Ou la Mère Royal, née à Dakar mais apparemment hors des vieux réseaux et qui vient de publier dans le Monde diplodocus des cathos de gauche (« Témoignage chrétien ») une position très vigoureuse et courageuse avant promptement de… la retirer?

Afrique: imbroglio autour d’un texte de Royal
Le Figaro
14 février 2007

Christophe Chantepy, directeur de cabinet de Ségolène Royal, a fait savoir hier soir que le texte sur l’Afrique qui devrait être publié demain dans Témoignage chrétien et dans lequel la candidate PS lance une violente attaque contre la politique africaine de Jacques Chirac avait été envoyé « par erreur ». Dénonçant une « coupable immobilité » de la politique africaine de la France, Royal accuse dans ce texte le chef de l’État d’avoir privilégié « systématiquement les amitiés personnelles au détriment de l’intérêt général ». Selon Christophe Chantepy, la lettre « n’a aucunement été validée dans cette forme par Mme Royal », qui « s’est toujours gardée de toute attaque personnelle au cours de cette campagne ». « Je tombe des nues », a réagi hier sur LCI, Noël Bouttier, rédacteur en chef de l’hebdomadaire.

Edito

Mon projet pour l’Afrique, par Ségolène Royal

L’Afrique, dans l’extrême diversité des situations qui la caractérise, est en pleine mutation. Le parallèle avec la politique africaine de la France, figée dans une coupable immobilité n’en est que plus cruel. Cela doit changer dès 2007. Depuis bientôt cinq ans, la droite française est en effet à l’origine de désordres sans précédent sur le continent africain. La conception de la Présidence de la République de Jacques Chirac y est pour beaucoup. En privilégiant systématiquement les amitiés personnelles au détriment de l’intérêt général, la pratique présidentielle a terni l’image de notre pays, qui se trouve associé dans l’esprit des Africaines et des Africains aux régimes les plus contestables du continent. La France doit à nouveau porter en Afrique un message de démocratie, de solidarité, de paix et de défense des droits de la personne humaine, sans qu’il soit possible d’opposer à cette ambition la réalité des interventions de notre pays. De ce point de vue, les récentes déclarations du candidat de l’UMP qui s’inscrivent sans retenue, dans les mêmes réseaux que le Président Jacques Chirac, ne sont pas de nature à rassurer nos concitoyens qui souhaitent que notre pays demeure fidèle à ses valeurs de solidarité internationale, de promotion de la démocratie et de consolidation de l’Etat de droit.
Les Africains sont malheureusement les premières victimes de cette politique de la « Françafrique ». La multiplication des interventions militaires improvisées au profit de régimes réputés amis au Tchad ou en Centrafrique, nous détourne des objectifs de développement qui devraient être prioritaires.

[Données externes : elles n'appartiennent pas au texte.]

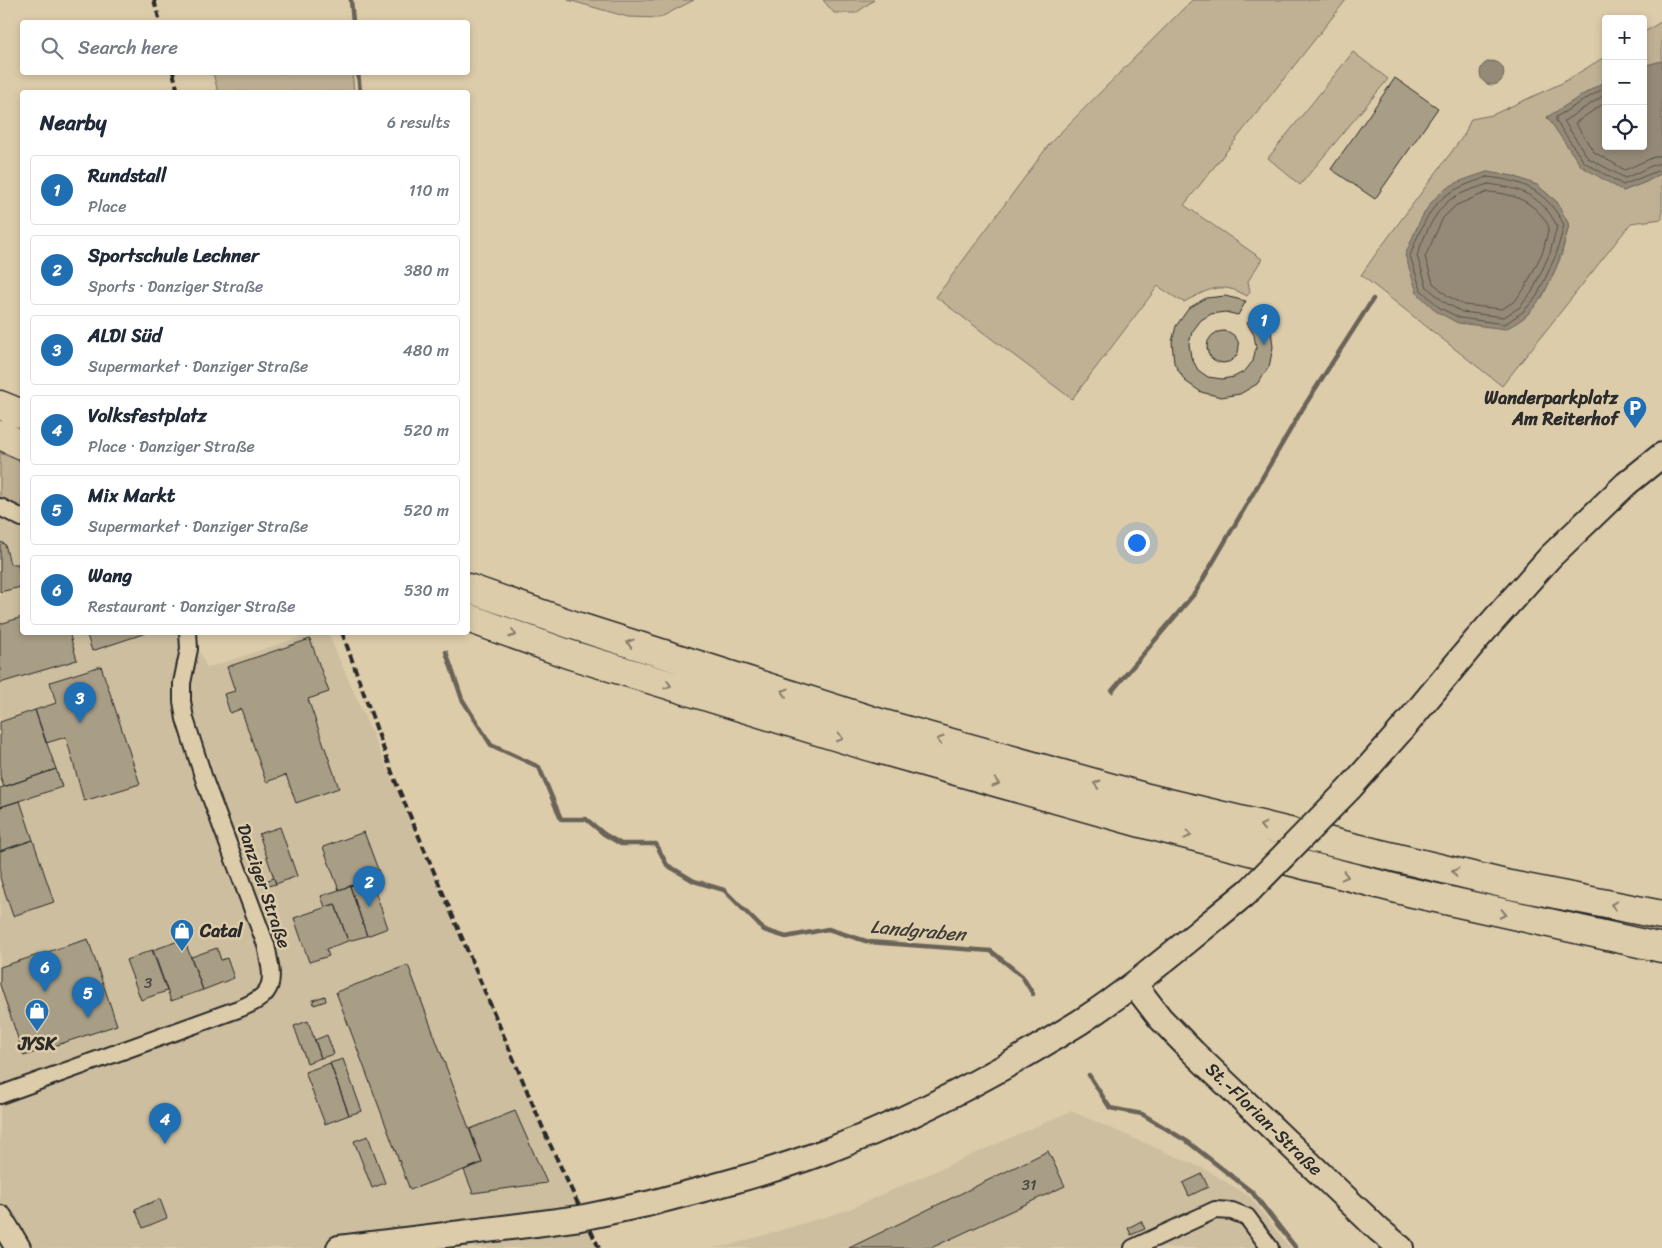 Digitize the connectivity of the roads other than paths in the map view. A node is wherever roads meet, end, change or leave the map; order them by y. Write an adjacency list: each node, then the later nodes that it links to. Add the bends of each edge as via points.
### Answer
1 (0, 405): 2 (highway)
2 (20, 413)
3 (0, 435): 4 (highway)
4 (20, 444)
5 (1662, 455): 13 (main road, bridge, via 1626,484 1550,557 1350,788 1250,890)
6 (0, 507): 7 (street)
7 (20, 517)
8 (470, 589): 11 (highway, one-way to 8, via 1510,885 1144,797 880,723)
9 (470, 619): 12 (highway, one-way to 12, via 568,654 864,745 1141,823 1410,892)
10 (188, 635): 14 (street, Danziger Straße, via 189,649 182,684 185,719 204,782 266,945 270,966 267,993 241,1008)
11 (1662, 915)
12 (1662, 948)
13 (1134, 984): 17 (main road, bridge, via 1080,1021 984,1078 885,1127 758,1174 580,1218); 20 (main road, St.-Florian-Straße, via 1160,1018 1193,1052)
14 (0, 1095)
15 (0, 1218): 16 (main road)
16 (18, 1248)
17 (339, 1248)
18 (1134, 1248): 19 (street, via 1215,1210 1232,1211 1247,1217)
19 (1270, 1248)
20 (1401, 1248)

Faute d’avoir incité les régimes les plus fermes à s’engager dans la voie de la démocratisation et du respect des droits humains, nous nous trouvons réduits à intervenir militairement dans la précipitation pour éviter des prises de pouvoir par la force. Mais c’est en amont que nous aurions dû agir pour favoriser le dialogue politique et la participation de l’opposition et de la société civile africaine au jeu démocratique. D’une part, les termes de nos accords de défense et de coopération militaire avec plusieurs pays africains devront être clarifiés et si besoin renégociés. Notre politique étrangère doit être conduite dans la transparence. Je propose donc que nos accords de coopération, et notamment nos accords de défense et de coopération militaire soient examinés par le Parlement. Il s’agit d’un engagement nouveau mais nécessaire. Les citoyens français ont le droit d’être informés des buts poursuivis par nos programmes de coopération et des raisons de l’engagement de nos forces armées sur le continent africain. Je propose qu’un débat à l’Assemblée nationale soit obligatoire en cas d’intervention armée dans un conflit sur le continent africain. Il faudra aller au-delà et je retiens votre proposition de mettre en place une délégation parlementaire aux négociations et à la coopération internationales. Cette délégation permettra non seulement de mettre en débat les grandes orientations de la politique de coopération, elle devra aussi contribuer à clarifier le rôle des différents acteurs engagés dans la coopération : services publics, collectivités locales, entreprises et ONG.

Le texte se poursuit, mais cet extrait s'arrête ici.